The problem is not only social or political; it has its economic side, and more mysterious and baffling than any of these, its psychological and ethnic side. It must be studied in all these various phases. Many profound and learned articles have been written by the eminent and the learned, in which it is insisted that we study the negro. But it seems to me that we need quite as much to study ourselves. The white race has been two centuries in creating this problem, and, according to the law of moral action and reaction, the law of moral equivalents and balances, we cannot in forty-five years solve a problem which we were two hundred years in creating. I do not think the problem is insoluble; I do not think any problem is insoluble, and I think we shall solve this problem only as we recognize and believe devoutly in the ideals and principles of America, which, if they mean anything at all, mean that all men without distinction, are to be free and equal, at least, in opportunity. That is what America is for, and the true American spirit cannot exist until America is for all men on equal terms, no matter who or what they are, or who or what they were, or where they came from, or what they believe, or what their race or color. We can solve this problem, we can solve any problem in politics and economics properly only by adhering to these fundamental principles of our America, only by keeping in mind that truth so well expressed by Mr. Howells:
The first thing you have to learn here below is that in essentials you are just like every one else and that you are different from others only in what is not so much worth while. If you have anything in common with your fellow-creatures, it is something that God gave you; if you have anything that seems quite your own. It is from your silly self, and is a sort of perversion of what came in you from the Creator who made you out of himself, and had nothing else to make any one out of. There is not really any difference between you and your fellow creatures; but only a seeming difference that flatters and cheats you with a sense of your strangeness and makes you think you are a remarkable fellow.
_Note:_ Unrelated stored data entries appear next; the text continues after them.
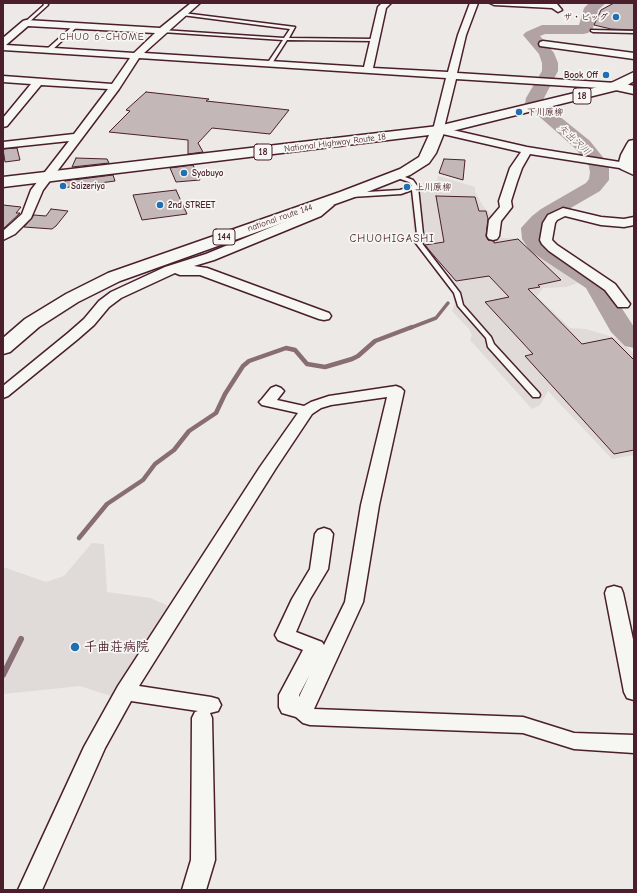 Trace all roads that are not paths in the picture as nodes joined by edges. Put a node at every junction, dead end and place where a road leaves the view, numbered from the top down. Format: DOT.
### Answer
graph roads {
  1 [pos="45,3"];
  2 [pos="196,3"];
  3 [pos="387,3"];
  4 [pos="474,3"];
  5 [pos="494,3"];
  6 [pos="558,10"];
  7 [pos="183,14"];
  8 [pos="26,23"];
  9 [pos="76,26"];
  10 [pos="162,31"];
  11 [pos="593,32"];
  12 [pos="634,32"];
  13 [pos="286,38"];
  14 [pos="374,40"];
  15 [pos="3,43"];
  16 [pos="543,44"];
  17 [pos="3,47"];
  18 [pos="49,50"];
  19 [pos="137,55"];
  20 [pos="634,56"];
  21 [pos="269,64"];
  22 [pos="368,70"];
  23 [pos="452,75"];
  24 [pos="634,76"];
  25 [pos="3,79"];
  26 [pos="38,82"];
  27 [pos="616,86"];
  28 [pos="116,87"];
  29 [pos="634,90"];
  30 [pos="3,124"];
  31 [pos="438,130"];
  32 [pos="78,137"];
  33 [pos="634,144"];
  34 [pos="3,145"];
  35 [pos="527,150"];
  36 [pos="630,168"];
  37 [pos="46,176"];
  38 [pos="397,176"];
  39 [pos="3,182"];
  40 [pos="415,187"];
  41 [pos="346,195"];
  42 [pos="325,203"];
  43 [pos="634,221"];
  44 [pos="3,236"];
  45 [pos="493,236"];
  46 [pos="163,274"];
  47 [pos="624,304"];
  48 [pos="324,316"];
  49 [pos="3,348"];
  50 [pos="276,391"];
  51 [pos="3,393"];
  52 [pos="536,395"];
  53 [pos="307,411"];
  54 [pos="324,534"];
  55 [pos="614,593"];
  56 [pos="125,692"];
  57 [pos="634,692"];
  58 [pos="303,711"];
  59 [pos="634,744"];
  60 [pos="30,890"];
  61 [pos="194,890"];
  1 -- 8 [label="lane"];
  2 -- 7 [label="street"];
  3 -- 14 [label="street"];
  4 -- 23 [label="street"];
  5 -- 6 [label="street"];
  7 -- 10 [label="street"];
  7 -- 13 [label="lane"];
  8 -- 9 [label="street"];
  8 -- 15 [label="street"];
  9 -- 10 [label="street"];
  9 -- 18 [label="lane"];
  10 -- 13 [label="lane"];
  10 -- 19 [label="street"];
  11 -- 12 [label="lane"];
  13 -- 14 [label="lane"];
  13 -- 21 [label="lane"];
  14 -- 22 [label="street"];
  16 -- 20 [label="street"];
  17 -- 18 [label="street"];
  18 -- 19 [label="street"];
  19 -- 21 [label="street"];
  19 -- 28 [label="street"];
  21 -- 22 [label="street"];
  22 -- 23 [label="street"];
  23 -- 27 [label="street"];
  23 -- 31 [label="street"];
  24 -- 27 [label="main road, 18"];
  25 -- 26 [label="street"];
  26 -- 28 [label="street"];
  26 -- 30 [label="street"];
  27 -- 29 [label="main road"];
  27 -- 31 [label="main road, National Highway Route 18 / 18"];
  28 -- 32 [label="street"];
  31 -- 35 [label="street"];
  31 -- 37 [label="main road, National Highway Route 18 / 18"];
  31 -- 38 [label="main road, national route 144 / 144"];
  32 -- 34 [label="street"];
  32 -- 37 [label="street"];
  33 -- 36 [label="main road"];
  35 -- 36 [label="street"];
  35 -- 45 [label="street"];
  37 -- 39 [label="main road, National Highway Route 18 / 18"];
  37 -- 44 [label="street"];
  38 -- 40 [label="lane"];
  38 -- 41 [label="main road, national route 144 / 144"];
  40 -- 41 [label="lane"];
  40 -- 52 [label="lane"];
  41 -- 42 [label="main road, national route 144 / 144"];
  42 -- 46 [label="street"];
  42 -- 49 [label="main road, national route 144 / 144"];
  43 -- 47 [label="street"];
  46 -- 48 [label="street"];
  46 -- 51 [label="street"];
  50 -- 53 [label="street"];
  53 -- 56 [label="street"];
  53 -- 58 [label="street"];
  54 -- 58 [label="street"];
  55 -- 57 [label="street"];
  56 -- 60 [label="street"];
  56 -- 61 [label="street"];
  58 -- 59 [label="street"];
}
At yesterday afternoon's sessions, A. E. Pillsbury, formerly attorney-general of Massachusetts, argued much enthusiasm by a speech in which he said:
I object in disfranchising, not because the negro is disfranchised, but because the whole performance is political fraud upon the whole community, the whole country, all the non-disfranchising States. Disfranchising the negro has multiplied by at least two the political power of every white voter in disfranchising States and by so much has disfranchised the other white voters in the thirty-seven nondisfranchising States.
William A. Sinclair of Philadelphia said:
"Mr. Taft has made a shameful concession to placate the South. The people of the North support him because they believe him honest. He fairly basked in Southern hospitality, and there are no more hospitable people, nor are there people who know better how to use it to further their own alms. Mr. Taft has bent the knee to the Baal of Southern race prejudice in saying that he would not appoint colored men to office if the white citizens protested. We must take up this challenge and meet it manfully."